• PROBLEM TO SOLVE: Scan each line of the records for the word "Columbia" and extract the ones that have it.

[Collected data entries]
>>

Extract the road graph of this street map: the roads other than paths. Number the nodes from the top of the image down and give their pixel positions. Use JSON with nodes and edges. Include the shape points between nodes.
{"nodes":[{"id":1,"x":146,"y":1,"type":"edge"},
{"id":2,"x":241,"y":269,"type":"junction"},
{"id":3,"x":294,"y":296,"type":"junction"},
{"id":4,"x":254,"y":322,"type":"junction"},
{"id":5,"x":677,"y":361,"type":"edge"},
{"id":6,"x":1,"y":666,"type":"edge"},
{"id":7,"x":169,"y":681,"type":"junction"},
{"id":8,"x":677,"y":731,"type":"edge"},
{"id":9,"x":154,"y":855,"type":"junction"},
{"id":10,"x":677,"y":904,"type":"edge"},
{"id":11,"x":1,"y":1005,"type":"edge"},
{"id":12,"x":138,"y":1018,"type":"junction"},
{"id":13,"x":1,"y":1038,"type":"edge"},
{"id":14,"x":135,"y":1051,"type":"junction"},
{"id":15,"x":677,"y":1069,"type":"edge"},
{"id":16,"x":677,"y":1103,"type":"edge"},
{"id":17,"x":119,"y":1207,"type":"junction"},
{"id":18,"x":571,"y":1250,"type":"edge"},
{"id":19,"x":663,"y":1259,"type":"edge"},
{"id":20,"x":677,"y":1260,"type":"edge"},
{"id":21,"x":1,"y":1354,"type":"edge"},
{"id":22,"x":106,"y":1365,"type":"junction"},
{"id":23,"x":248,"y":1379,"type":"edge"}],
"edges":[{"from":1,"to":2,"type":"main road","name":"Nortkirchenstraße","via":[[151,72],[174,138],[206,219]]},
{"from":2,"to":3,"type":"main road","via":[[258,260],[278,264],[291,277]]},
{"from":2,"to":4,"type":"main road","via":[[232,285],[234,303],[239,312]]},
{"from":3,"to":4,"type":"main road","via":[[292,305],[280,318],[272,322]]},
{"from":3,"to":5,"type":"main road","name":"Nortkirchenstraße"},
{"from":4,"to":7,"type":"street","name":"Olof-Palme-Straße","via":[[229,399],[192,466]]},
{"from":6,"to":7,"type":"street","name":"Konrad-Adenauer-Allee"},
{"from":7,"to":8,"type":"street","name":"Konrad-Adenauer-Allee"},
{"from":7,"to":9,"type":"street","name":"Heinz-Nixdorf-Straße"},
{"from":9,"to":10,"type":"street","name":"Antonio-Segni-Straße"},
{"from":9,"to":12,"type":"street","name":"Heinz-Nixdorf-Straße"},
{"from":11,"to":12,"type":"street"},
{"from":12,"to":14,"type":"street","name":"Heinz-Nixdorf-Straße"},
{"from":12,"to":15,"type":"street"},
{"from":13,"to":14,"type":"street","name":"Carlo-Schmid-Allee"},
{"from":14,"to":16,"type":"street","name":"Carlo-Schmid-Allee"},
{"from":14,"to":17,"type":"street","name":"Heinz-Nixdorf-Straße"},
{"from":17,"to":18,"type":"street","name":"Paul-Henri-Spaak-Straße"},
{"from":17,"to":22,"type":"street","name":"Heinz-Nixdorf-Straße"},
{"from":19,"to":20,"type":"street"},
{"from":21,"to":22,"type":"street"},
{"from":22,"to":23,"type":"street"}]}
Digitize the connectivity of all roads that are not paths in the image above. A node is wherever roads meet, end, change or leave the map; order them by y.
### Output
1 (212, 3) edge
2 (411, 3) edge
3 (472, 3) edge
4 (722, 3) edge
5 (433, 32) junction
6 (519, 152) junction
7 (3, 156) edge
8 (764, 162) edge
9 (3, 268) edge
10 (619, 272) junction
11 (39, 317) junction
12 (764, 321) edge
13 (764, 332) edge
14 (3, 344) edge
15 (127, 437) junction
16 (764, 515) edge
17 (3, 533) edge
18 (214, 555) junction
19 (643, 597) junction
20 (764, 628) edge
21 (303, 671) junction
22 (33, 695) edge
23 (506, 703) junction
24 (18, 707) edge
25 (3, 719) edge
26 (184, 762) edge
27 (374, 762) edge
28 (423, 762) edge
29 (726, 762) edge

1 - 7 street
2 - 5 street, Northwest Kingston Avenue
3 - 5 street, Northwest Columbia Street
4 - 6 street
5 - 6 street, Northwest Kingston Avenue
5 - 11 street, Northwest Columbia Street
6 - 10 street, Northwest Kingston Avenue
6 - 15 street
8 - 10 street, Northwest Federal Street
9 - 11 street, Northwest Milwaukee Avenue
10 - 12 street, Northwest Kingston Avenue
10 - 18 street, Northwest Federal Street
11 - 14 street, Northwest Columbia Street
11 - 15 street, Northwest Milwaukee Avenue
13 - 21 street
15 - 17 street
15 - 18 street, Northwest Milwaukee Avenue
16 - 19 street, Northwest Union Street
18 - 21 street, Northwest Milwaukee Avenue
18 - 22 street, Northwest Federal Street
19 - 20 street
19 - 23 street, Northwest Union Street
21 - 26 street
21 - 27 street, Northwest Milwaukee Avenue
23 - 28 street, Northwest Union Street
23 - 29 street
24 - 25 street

<<

• COMPLETED EXERCISE:
3 - 5 street, Northwest Columbia Street
5 - 11 street, Northwest Columbia Street
11 - 14 street, Northwest Columbia Street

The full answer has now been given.